Data extracts:
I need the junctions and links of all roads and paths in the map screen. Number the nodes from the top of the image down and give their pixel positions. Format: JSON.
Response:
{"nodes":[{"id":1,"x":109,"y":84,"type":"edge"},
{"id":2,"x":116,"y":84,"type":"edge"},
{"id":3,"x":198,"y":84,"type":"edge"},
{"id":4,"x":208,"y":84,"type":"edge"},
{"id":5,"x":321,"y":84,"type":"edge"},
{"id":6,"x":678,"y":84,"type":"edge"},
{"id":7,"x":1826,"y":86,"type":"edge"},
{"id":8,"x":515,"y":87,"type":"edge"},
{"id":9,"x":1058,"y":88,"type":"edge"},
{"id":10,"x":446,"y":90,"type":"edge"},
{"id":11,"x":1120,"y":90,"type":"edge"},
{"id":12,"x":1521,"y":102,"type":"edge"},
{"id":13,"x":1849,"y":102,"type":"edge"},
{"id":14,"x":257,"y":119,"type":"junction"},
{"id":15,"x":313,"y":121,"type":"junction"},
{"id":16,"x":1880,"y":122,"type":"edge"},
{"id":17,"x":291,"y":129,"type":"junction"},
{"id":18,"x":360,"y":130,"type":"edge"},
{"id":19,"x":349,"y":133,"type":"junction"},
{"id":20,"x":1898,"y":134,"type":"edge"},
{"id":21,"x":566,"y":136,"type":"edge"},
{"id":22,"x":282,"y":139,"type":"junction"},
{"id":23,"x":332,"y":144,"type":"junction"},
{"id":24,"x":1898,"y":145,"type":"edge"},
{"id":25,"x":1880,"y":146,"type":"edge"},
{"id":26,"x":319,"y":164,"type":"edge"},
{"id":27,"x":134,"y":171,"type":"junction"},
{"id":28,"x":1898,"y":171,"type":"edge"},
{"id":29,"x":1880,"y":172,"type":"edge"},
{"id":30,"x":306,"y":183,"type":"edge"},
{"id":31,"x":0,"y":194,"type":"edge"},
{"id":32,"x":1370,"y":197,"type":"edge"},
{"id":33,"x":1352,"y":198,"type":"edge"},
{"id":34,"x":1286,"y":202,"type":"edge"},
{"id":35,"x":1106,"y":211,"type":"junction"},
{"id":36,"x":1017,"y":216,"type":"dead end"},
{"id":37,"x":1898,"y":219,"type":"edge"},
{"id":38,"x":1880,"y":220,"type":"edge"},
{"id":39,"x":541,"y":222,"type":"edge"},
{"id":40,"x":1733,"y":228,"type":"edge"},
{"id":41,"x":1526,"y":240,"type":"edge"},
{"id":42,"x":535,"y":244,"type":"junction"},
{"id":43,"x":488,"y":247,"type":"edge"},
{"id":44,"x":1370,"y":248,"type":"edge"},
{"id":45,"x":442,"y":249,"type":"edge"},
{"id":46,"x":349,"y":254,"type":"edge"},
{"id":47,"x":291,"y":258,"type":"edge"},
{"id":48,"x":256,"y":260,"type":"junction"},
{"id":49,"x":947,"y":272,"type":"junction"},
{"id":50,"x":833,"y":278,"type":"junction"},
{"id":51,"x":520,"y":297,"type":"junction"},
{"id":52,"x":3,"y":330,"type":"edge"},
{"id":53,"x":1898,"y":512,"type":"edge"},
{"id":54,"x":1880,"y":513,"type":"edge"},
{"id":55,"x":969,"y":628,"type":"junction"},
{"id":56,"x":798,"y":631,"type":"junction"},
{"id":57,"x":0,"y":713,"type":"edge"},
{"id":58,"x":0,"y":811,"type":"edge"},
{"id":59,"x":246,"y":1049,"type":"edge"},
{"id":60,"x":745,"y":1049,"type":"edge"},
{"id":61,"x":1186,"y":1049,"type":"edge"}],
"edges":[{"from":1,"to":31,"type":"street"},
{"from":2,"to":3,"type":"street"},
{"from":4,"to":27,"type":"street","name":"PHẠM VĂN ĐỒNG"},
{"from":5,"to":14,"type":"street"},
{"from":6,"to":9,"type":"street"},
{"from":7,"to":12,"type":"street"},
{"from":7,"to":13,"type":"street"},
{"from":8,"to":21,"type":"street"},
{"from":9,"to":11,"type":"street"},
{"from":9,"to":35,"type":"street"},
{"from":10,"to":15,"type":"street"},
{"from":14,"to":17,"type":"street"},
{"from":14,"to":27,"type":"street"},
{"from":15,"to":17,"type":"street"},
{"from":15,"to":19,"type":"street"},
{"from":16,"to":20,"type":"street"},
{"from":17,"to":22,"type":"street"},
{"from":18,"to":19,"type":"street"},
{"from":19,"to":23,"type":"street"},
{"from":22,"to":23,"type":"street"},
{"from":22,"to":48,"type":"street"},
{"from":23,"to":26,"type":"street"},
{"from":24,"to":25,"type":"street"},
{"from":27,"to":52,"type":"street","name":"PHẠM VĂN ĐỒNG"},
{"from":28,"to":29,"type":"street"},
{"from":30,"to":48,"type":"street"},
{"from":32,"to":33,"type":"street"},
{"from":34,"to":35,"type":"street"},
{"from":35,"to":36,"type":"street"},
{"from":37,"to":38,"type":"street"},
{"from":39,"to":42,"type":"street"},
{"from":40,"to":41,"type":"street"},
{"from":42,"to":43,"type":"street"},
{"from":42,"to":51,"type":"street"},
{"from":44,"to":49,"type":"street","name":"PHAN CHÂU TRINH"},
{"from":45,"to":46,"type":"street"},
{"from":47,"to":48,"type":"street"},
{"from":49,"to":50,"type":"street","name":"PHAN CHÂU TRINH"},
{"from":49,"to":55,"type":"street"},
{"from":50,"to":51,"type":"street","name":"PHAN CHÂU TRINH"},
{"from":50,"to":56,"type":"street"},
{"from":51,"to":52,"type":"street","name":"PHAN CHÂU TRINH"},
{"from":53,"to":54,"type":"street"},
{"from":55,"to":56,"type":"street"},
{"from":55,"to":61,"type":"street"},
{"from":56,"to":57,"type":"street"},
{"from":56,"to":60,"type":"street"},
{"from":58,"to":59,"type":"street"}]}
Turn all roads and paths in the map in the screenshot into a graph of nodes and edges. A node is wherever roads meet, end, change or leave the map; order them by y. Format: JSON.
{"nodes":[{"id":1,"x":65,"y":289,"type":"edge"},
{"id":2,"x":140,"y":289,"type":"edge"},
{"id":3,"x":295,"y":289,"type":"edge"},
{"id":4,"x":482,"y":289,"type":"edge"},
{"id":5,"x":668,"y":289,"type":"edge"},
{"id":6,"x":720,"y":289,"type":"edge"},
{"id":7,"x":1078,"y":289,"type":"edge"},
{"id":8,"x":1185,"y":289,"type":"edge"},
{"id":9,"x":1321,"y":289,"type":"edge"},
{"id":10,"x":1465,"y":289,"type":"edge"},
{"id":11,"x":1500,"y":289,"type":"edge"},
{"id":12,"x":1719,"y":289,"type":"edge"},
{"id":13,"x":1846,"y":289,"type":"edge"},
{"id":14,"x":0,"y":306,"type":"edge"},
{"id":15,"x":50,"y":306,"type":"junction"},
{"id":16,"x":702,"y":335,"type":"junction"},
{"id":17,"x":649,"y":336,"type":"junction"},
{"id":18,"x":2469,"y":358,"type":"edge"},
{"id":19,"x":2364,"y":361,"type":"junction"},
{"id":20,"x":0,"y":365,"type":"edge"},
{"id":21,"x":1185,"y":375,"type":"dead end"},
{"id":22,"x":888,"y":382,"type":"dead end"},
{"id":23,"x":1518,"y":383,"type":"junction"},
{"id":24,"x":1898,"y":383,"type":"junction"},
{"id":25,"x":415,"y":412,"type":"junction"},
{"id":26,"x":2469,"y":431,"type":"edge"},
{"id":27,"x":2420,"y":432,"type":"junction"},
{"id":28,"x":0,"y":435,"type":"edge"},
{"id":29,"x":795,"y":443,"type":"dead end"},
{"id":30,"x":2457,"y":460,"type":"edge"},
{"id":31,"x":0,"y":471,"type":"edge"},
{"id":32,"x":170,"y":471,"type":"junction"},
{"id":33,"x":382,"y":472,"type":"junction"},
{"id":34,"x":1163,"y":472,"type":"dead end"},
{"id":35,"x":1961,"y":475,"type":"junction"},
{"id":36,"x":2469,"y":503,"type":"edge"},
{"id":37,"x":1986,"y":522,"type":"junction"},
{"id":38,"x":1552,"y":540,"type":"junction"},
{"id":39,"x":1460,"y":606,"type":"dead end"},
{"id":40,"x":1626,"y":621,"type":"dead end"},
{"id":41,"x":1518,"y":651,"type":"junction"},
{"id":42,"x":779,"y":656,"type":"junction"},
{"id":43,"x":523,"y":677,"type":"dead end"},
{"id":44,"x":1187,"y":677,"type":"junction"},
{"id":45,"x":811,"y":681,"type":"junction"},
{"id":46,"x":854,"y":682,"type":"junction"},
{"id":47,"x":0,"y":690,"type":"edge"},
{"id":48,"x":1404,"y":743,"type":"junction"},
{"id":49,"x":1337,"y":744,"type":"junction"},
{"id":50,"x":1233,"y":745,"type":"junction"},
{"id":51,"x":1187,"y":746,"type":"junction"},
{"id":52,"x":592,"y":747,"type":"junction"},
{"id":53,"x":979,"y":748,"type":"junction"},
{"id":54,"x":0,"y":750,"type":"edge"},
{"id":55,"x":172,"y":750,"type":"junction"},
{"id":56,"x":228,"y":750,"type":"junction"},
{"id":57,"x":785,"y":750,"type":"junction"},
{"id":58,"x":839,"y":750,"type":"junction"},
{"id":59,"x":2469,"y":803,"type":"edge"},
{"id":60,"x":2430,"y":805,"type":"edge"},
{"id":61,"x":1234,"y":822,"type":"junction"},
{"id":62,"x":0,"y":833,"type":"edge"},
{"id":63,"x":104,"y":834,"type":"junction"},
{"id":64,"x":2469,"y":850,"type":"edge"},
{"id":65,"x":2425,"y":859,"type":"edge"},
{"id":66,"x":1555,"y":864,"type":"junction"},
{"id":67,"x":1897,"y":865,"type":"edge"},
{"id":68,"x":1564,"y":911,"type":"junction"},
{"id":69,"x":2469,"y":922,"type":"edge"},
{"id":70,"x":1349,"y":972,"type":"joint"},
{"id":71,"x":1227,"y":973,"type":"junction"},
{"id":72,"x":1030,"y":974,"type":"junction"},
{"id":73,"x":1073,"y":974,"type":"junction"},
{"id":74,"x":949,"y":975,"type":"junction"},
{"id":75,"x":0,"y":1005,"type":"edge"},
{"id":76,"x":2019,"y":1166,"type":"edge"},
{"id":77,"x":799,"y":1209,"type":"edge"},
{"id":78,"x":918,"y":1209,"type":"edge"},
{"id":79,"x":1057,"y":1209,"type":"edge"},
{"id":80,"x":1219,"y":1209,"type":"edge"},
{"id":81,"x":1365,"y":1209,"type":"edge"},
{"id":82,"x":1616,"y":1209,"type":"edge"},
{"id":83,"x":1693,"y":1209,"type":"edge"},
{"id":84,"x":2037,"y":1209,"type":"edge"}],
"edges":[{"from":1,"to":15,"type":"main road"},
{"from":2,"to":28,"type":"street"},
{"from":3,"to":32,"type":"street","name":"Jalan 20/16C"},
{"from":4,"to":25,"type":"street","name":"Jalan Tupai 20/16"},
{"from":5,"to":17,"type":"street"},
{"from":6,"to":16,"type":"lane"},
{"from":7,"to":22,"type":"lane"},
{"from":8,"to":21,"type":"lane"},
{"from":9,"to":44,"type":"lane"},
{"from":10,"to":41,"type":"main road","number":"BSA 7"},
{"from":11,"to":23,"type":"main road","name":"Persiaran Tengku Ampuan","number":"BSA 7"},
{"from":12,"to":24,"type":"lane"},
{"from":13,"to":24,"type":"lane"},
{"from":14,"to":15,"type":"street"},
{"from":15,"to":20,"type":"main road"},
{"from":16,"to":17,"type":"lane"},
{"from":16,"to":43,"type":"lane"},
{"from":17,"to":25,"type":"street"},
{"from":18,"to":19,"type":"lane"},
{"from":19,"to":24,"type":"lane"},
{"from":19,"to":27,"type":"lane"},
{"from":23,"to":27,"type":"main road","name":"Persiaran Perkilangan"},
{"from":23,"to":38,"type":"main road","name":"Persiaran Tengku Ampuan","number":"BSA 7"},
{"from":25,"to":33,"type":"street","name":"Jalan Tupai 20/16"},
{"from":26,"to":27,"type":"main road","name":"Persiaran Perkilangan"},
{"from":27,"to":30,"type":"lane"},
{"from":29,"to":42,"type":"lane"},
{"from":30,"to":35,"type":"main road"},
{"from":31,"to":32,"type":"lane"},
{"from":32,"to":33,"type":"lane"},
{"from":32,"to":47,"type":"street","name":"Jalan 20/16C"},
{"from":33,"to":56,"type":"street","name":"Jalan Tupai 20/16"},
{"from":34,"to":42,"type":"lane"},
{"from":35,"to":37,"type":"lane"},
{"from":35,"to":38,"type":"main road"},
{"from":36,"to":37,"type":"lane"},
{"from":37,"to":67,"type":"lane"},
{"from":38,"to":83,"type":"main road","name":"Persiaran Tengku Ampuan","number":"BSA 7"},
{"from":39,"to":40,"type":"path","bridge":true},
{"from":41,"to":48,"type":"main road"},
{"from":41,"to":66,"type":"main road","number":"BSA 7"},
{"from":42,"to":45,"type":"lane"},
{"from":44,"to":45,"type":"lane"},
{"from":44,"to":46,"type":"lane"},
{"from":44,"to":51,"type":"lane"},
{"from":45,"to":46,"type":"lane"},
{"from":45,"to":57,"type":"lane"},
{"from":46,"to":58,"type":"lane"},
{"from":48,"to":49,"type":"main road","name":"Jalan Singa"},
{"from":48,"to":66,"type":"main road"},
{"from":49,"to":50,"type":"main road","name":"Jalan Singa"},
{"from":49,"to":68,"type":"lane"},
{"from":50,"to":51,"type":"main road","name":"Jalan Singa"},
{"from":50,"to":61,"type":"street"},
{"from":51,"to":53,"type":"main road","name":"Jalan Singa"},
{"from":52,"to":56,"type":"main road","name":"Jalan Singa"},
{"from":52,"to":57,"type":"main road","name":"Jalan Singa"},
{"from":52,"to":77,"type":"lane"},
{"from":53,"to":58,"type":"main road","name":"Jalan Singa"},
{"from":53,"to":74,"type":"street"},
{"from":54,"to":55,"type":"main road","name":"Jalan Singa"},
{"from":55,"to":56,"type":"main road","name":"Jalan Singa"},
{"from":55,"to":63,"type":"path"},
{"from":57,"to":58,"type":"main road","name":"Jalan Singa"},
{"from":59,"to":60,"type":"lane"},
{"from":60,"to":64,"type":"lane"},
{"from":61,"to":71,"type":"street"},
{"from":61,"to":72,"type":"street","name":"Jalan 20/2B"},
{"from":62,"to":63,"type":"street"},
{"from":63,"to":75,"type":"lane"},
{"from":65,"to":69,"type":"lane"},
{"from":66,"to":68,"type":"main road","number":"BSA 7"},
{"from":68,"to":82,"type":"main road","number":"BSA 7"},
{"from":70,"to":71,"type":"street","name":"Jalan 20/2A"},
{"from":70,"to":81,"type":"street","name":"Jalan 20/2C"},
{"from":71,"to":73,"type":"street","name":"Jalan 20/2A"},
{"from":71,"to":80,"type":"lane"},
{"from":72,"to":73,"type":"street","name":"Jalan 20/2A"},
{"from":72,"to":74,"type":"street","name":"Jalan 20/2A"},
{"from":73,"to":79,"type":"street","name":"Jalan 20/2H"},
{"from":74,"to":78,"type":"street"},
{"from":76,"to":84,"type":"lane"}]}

What the exercise asks:
Filter the listing so that only lines holding the word "TRINH" remain, and copy those lines.

Solution to the exercise:
{"from":44,"to":49,"type":"street","name":"PHAN CHÂU TRINH"},
{"from":49,"to":50,"type":"street","name":"PHAN CHÂU TRINH"},
{"from":50,"to":51,"type":"street","name":"PHAN CHÂU TRINH"},
{"from":51,"to":52,"type":"street","name":"PHAN CHÂU TRINH"},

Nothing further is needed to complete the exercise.